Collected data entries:
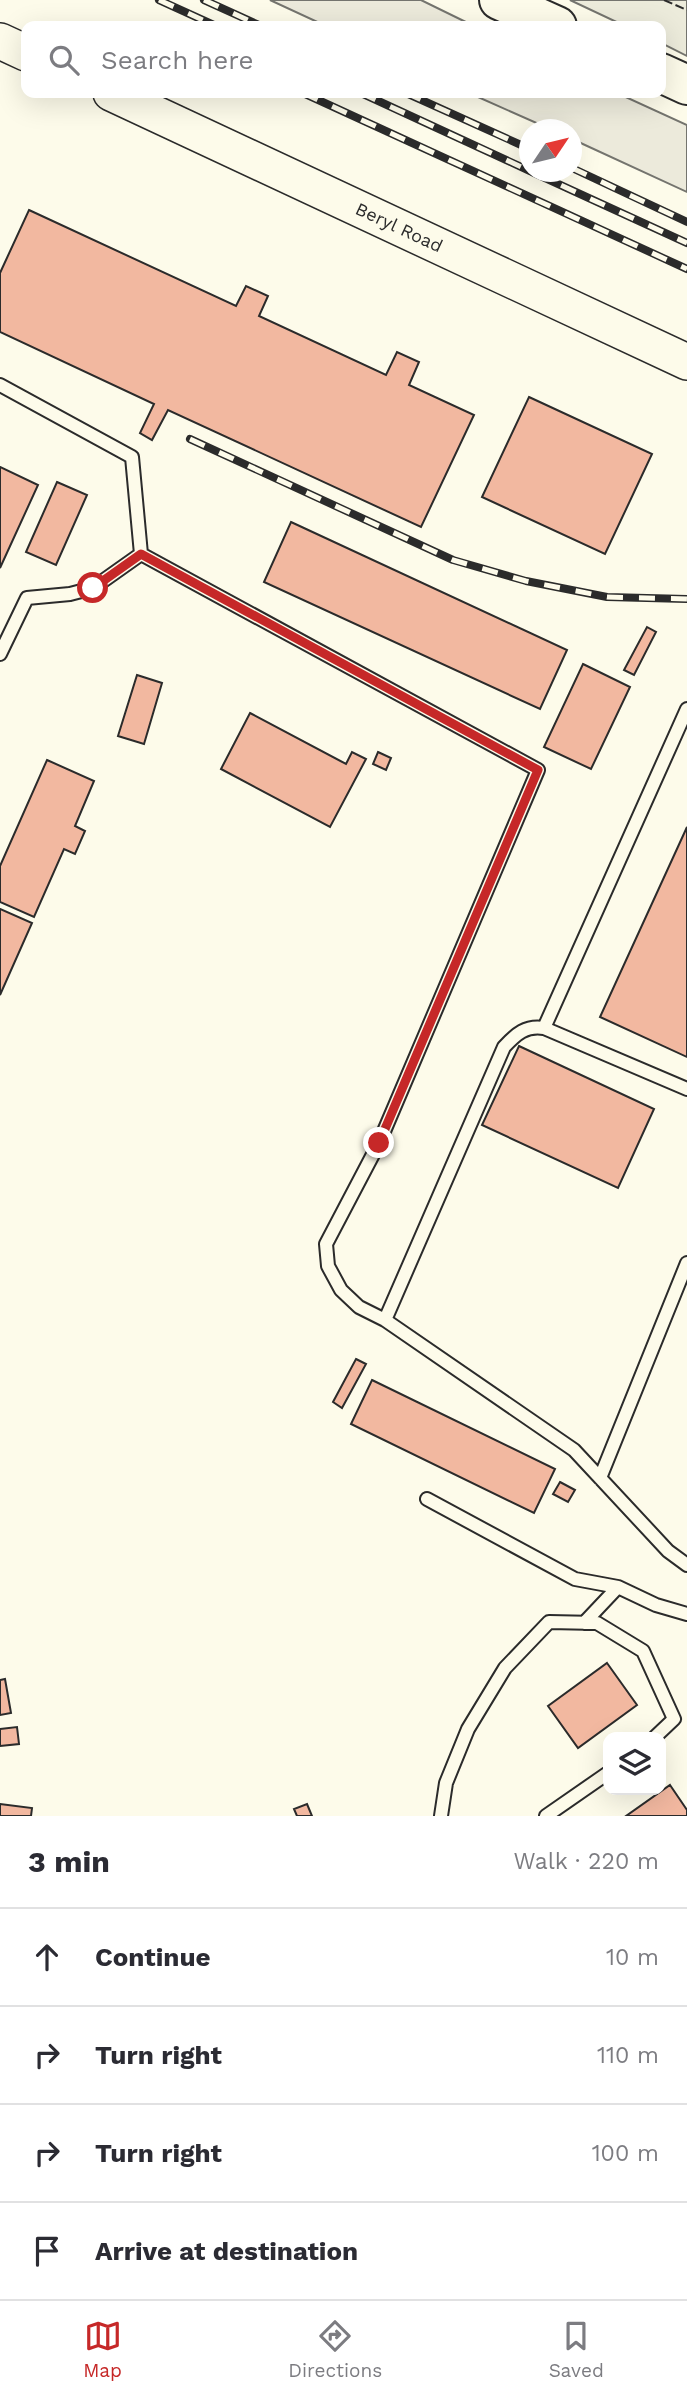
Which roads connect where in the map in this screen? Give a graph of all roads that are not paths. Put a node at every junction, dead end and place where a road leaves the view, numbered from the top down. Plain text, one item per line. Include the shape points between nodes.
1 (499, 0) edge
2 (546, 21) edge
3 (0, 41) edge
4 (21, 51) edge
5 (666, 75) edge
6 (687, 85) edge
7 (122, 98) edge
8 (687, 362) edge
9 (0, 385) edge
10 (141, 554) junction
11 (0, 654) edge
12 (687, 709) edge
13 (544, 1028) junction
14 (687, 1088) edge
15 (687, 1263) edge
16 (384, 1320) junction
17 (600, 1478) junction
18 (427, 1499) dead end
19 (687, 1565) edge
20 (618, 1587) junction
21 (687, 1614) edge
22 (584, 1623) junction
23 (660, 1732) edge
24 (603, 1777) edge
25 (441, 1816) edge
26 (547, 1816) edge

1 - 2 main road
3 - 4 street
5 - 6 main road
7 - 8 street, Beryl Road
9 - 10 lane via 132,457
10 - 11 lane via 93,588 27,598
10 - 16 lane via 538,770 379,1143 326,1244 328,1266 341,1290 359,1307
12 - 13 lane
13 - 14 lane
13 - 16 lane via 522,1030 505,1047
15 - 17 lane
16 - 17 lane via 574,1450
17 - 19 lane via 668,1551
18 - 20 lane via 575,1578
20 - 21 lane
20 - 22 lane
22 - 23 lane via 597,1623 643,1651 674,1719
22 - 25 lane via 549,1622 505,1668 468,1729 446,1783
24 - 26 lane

Task objective: Set every line of the records down again exactly, and exclude all pictures.

Answer area:
Which roads connect where in the map in this screen? Give a graph of all roads that are not paths. Put a node at every junction, dead end and place where a road leaves the view, numbered from the top down. Plain text, one item per line. Include the shape points between nodes.
1 (499, 0) edge
2 (546, 21) edge
3 (0, 41) edge
4 (21, 51) edge
5 (666, 75) edge
6 (687, 85) edge
7 (122, 98) edge
8 (687, 362) edge
9 (0, 385) edge
10 (141, 554) junction
11 (0, 654) edge
12 (687, 709) edge
13 (544, 1028) junction
14 (687, 1088) edge
15 (687, 1263) edge
16 (384, 1320) junction
17 (600, 1478) junction
18 (427, 1499) dead end
19 (687, 1565) edge
20 (618, 1587) junction
21 (687, 1614) edge
22 (584, 1623) junction
23 (660, 1732) edge
24 (603, 1777) edge
25 (441, 1816) edge
26 (547, 1816) edge

1 - 2 main road
3 - 4 street
5 - 6 main road
7 - 8 street, Beryl Road
9 - 10 lane via 132,457
10 - 11 lane via 93,588 27,598
10 - 16 lane via 538,770 379,1143 326,1244 328,1266 341,1290 359,1307
12 - 13 lane
13 - 14 lane
13 - 16 lane via 522,1030 505,1047
15 - 17 lane
16 - 17 lane via 574,1450
17 - 19 lane via 668,1551
18 - 20 lane via 575,1578
20 - 21 lane
20 - 22 lane
22 - 23 lane via 597,1623 643,1651 674,1719
22 - 25 lane via 549,1622 505,1668 468,1729 446,1783
24 - 26 lane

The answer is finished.